Every few days the darkness of Hunnell road is brightened up by “Jim the Coffee Man.”
Hunnell is a long-time homeless encampment on the north end of Bend, a couple hundred yards of tents, trashed vehicles, campsites and human misery. Jim shows up in his hybrid Prius, fires up a generator, hooks up his espresso machine and serves coffee drinks to whoever wants one.
The Coffee Man is Jim Howard Tudor, a retired real-estate manager who came to Central Oregon ten years ago. “Retirement didn’t suit me” he says. One of the ways he stays busy is meeting, greeting and serving coffee to the people of Hunnell Road.
“He comes Mondays, Wednesday and Fridays.” says Michelle Hester, who has lived here for a year, “it’s awesome, because if it wasn’t for him caring we probably wouldn’t have anybody that cares. There’s not a lot of people out here who stop and take time to get to know us because we’re all different. We’re not all addicts out here, but Jim is awesome. We love our coffee, and we also love Jim.”
For Jim, the coffee is just an icebreaker. The personal connections and the conversations are what really count.
“You know what these homeless people want? More than anything they want acceptance; they want a relationship. And that’s what they get. I don’t care if you’re strung out on fentanyl or you’re not, I don’t care. You’re OK by me.”
Matthew Ebert smiles as he sips a caramel mocha. He doesn’t live on Hunnell anymore but drops by sometimes on coffee days. “It’s a relief because I have someone to talk to. Have that man-to-man conversation. He’s very genuine and you don’t get a lot of that out here. I let it all go, with him. It’s nice.”

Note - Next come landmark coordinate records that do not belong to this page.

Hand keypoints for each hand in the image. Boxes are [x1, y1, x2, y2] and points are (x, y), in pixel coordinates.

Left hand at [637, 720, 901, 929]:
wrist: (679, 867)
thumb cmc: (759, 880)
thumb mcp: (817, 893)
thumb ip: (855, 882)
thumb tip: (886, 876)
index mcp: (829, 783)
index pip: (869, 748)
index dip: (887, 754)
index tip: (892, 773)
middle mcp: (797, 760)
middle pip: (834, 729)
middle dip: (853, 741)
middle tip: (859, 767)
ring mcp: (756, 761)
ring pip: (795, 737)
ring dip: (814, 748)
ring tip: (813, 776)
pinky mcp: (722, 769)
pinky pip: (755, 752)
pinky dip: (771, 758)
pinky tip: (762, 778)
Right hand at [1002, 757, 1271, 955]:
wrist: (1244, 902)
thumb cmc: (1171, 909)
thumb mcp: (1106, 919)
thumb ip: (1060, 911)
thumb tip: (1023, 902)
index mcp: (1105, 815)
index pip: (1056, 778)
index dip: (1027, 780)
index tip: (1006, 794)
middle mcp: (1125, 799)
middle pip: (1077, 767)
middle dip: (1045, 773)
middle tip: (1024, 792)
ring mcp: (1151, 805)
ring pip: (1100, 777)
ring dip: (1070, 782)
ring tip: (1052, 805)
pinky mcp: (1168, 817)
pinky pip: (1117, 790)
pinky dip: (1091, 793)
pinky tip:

The coffee man smiles too, he does that a lot. “I’m a little nutty, so I can relate to these folks. And I do. So, yeah, pretty cool, it’s pretty cool.”
Hunnell Road is going to be cleared out by mid-March according to the city. He worries about the next steps for people who have made this stretch of city street their homes. “And where are you going to go? Oxford hotel? I don’t think so. If you’re on third street you’re just going to go to 2nd street, and that game of whack-a-mole has been going on for 20 years.”
He says he’ll do this as long as he can.
“I get so much more out of this than I put into this, you would never imagine that. I feel accepted by them, they feel accepted by me and that’s tough to figure out in today’s world you know?”